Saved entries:
== Segment start ==
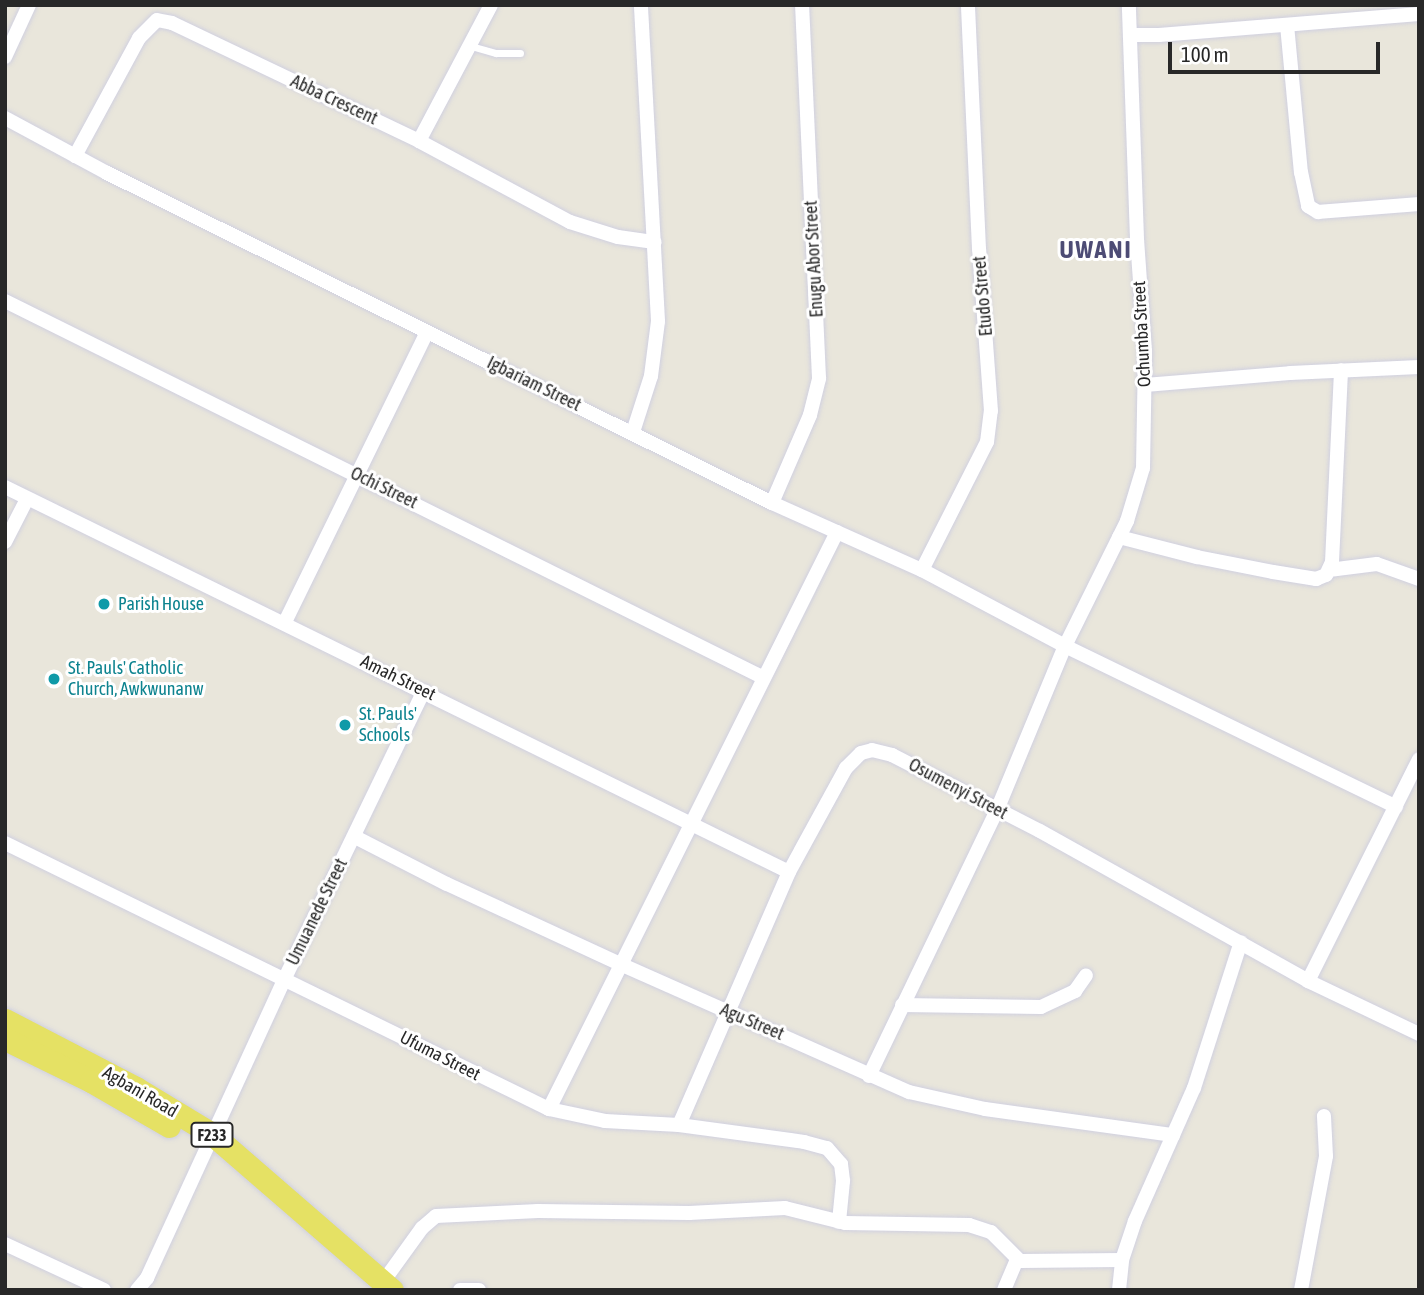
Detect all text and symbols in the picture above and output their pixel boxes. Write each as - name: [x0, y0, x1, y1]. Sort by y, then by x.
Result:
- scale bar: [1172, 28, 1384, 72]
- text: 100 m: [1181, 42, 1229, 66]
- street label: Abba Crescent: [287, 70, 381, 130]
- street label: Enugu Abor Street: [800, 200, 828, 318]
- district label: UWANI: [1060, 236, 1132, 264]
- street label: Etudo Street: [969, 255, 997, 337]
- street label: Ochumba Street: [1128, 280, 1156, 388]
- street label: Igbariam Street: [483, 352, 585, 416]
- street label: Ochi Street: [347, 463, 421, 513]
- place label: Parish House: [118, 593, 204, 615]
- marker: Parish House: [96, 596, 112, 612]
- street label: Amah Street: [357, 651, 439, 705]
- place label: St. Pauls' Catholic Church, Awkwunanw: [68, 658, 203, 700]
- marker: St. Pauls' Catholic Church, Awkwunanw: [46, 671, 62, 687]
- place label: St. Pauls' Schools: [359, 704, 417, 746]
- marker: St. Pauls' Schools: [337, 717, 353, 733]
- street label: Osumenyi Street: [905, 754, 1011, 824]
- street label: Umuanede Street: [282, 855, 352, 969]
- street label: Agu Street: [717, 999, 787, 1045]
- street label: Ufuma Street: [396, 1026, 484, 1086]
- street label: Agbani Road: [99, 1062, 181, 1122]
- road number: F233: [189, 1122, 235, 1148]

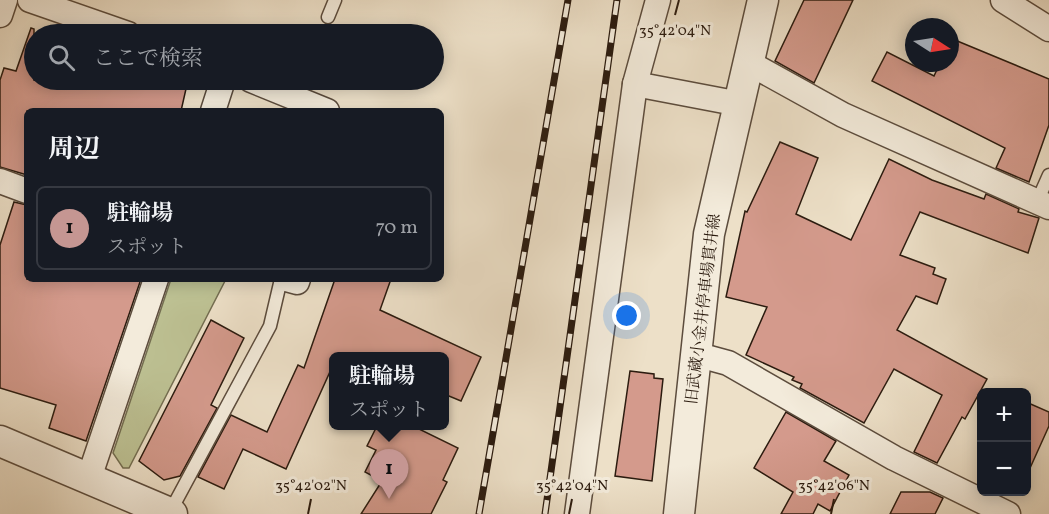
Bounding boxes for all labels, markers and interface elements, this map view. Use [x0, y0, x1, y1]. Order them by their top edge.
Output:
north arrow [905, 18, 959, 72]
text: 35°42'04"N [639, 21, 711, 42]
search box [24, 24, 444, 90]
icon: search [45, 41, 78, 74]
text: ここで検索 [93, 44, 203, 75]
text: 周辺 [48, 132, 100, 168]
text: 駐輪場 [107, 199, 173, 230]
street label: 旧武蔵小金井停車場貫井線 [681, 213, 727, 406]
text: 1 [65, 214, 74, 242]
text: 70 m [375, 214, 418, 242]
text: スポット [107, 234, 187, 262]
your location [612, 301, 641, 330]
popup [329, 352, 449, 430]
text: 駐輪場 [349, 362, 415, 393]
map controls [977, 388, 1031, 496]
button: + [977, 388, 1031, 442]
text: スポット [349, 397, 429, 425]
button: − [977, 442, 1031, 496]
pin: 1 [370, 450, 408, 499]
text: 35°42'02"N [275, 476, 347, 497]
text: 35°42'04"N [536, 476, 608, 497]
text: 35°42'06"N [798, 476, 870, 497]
== Segment end ==
For each line in the data above that contains the string "their", extract the line.

▶ _ANSWER SPACE_:
Detect all text and symbols in the picture above and output their pixel boxes. Write each as - name: [x0, y0, x1, y1]. Sort by y, then by x.
Bounding boxes for all labels, markers and interface elements, this map view. Use [x0, y0, x1, y1]. Order them by their top edge.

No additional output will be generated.